How Can Value-Added Measures Be Used for Teacher Improvement?
Center for Education
- Value-added measures are not a good source of information for helping teachers improve because they provide little information on effective and actionable practices.
- School, district, and state leaders may be able to improve teaching by using value-added to shape decisions about programs, human resources, and incentives.
- Value-added measures of improvement are more precise measures for groups of teachers than they are for individual teachers, thus they may provide useful information on improvement associated with practices, programs or schools.
- Many incentive programs for staff performance that are based on student performance have not shown benefits. Research points to the difficulty of designing these programs well and maintaining them politically.
- Value-added measures for selecting and improving programs, for informing human resource decisions, and for incentives are likely to be more useful when they are combined with other measures.
- We still have only a limited understanding of how best to use value-added measures in combination with other measures as tools for improvement.
The question for this brief is whether education leaders can use value-added measures as tools for improving schooling and, if so, how to do this. Districts, states, and schools can, at least in theory, generate gains in educational outcomes for students using value-added measures in three ways: creating information on effective programs, making better decisions about human resources, and establishing incentives for higher performance from teachers. This brief reviews the evidence on each of these mechanisms and describes the drawbacks and benefits of using value-added measures in these and other contexts.
What is the current state of knowledge on this issue?
On their own, value-added measures do not provide teachers with information on effective practices. But this does not mean that value-added measures cannot be useful for educators and leaders to improve instruction through other means, such as identifying practices that lead to higher academic achievement or targeting professional development toward teachers who need it most.
As discussed in other Carnegie Knowledge Network briefs, value-added measures have shortcomings as measures of teaching performance relative to other available options, although they also have strengths. To begin with, the use of student test scores to measure teaching practice is both an advantage and a disadvantage. The clear benefit is that, however imperfect, test scores are direct measures of student learning, which is an outcome that we care about. Students who learn more in school tend to complete more schooling, have greater earnings potential, and lead healthier lives. Measures such as those based on classroom observations and principals’ assessments lack that direct link to valued outcomes; evidence connects these other measures to student outcomes only weakly. Basing assessments of teachers on the learning of students also recognizes the complexity of the teaching process; many different teaching styles can benefit students. Conversely, value-added measures are dependent on specific student tests, each of which is an incomplete measure of all the outcomes we want to see. The choice of test can affect a teacher’s value-added estimate, so it is important to choose tests that truly measure desired outcomes and to recognize that tests are imperfect and incomplete.

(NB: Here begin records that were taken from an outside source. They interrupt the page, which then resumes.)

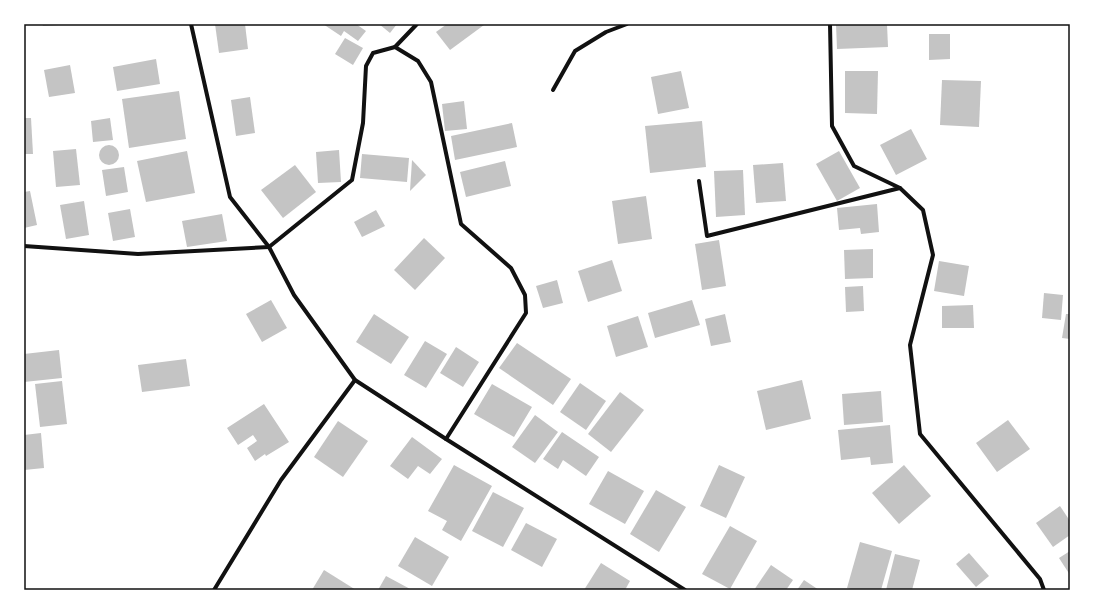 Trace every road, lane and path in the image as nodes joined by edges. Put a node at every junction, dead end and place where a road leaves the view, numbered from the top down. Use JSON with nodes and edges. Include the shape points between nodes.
{"nodes":[{"id":1,"x":191,"y":24,"type":"edge"},
{"id":2,"x":417,"y":24,"type":"edge"},
{"id":3,"x":628,"y":24,"type":"edge"},
{"id":4,"x":830,"y":24,"type":"edge"},
{"id":5,"x":395,"y":47,"type":"junction"},
{"id":6,"x":552,"y":90,"type":"dead end"},
{"id":7,"x":699,"y":181,"type":"dead end"},
{"id":8,"x":900,"y":188,"type":"junction"},
{"id":9,"x":24,"y":246,"type":"edge"},
{"id":10,"x":269,"y":247,"type":"junction"},
{"id":11,"x":355,"y":380,"type":"junction"},
{"id":12,"x":446,"y":439,"type":"junction"},
{"id":13,"x":214,"y":590,"type":"edge"},
{"id":14,"x":685,"y":590,"type":"edge"},
{"id":15,"x":1044,"y":590,"type":"edge"}],
"edges":[{"from":1,"to":10,"type":"street","via":[[230,197]]},
{"from":2,"to":5,"type":"street"},
{"from":3,"to":6,"type":"street","via":[[606,32],[575,50]]},
{"from":4,"to":8,"type":"street","via":[[832,126],[854,166]]},
{"from":5,"to":10,"type":"street","via":[[373,53],[366,66],[363,123],[352,180]]},
{"from":5,"to":12,"type":"street","via":[[418,61],[430,82],[461,224],[511,268],[525,296],[526,313]]},
{"from":7,"to":8,"type":"street","via":[[707,236]]},
{"from":8,"to":15,"type":"street","via":[[923,210],[933,256],[910,345],[920,434],[1040,579]]},
{"from":9,"to":10,"type":"street","via":[[138,254]]},
{"from":10,"to":11,"type":"street","via":[[294,295]]},
{"from":11,"to":12,"type":"street"},
{"from":11,"to":13,"type":"street","via":[[281,480]]},
{"from":12,"to":14,"type":"street"}]}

Because value-added measures adjust for the characteristics of students in a given classroom, they are less biased measures of teacher performance than are unadjusted test score measures, and they may be less biased even than some observational measures. As described in an earlier brief, some research provides evidence that value-added measures—at least those that compare teachers within the same school and adjust well for students’ prior achievement—do not favor teachers who teach certain types of students. The adequacy of the adjustments across schools in value-added measures, which would allow the comparison of teachers in different schools, is less clear because schools can contribute to student learning in ways apart from the contribution of individual teachers and because students sort into schools in ways that value-added measures may not adjust for well.
While a fair amount of evidence suggests that value-added measures adequately adjust for differences in the background characteristics of students in each teacher’s classroom—much better than do most other measures—value-added measures are imprecise. An individual teacher’s score is not an accurate measure of his performance. Multiple years of value-added scores provide better information on teacher effectiveness than does just one year, but even multiple-year measures are not precise.
Given the imprecision of value-added measures and their inability to provide information about specific teaching practices, we might logically conclude that they cannot be useful tools for school improvement. But this conclusion would be premature. For state, district, and school leaders, value-added measures may aid in school improvement in at least three ways: improving programs, making decisions about human resources, and developing incentives for better performance.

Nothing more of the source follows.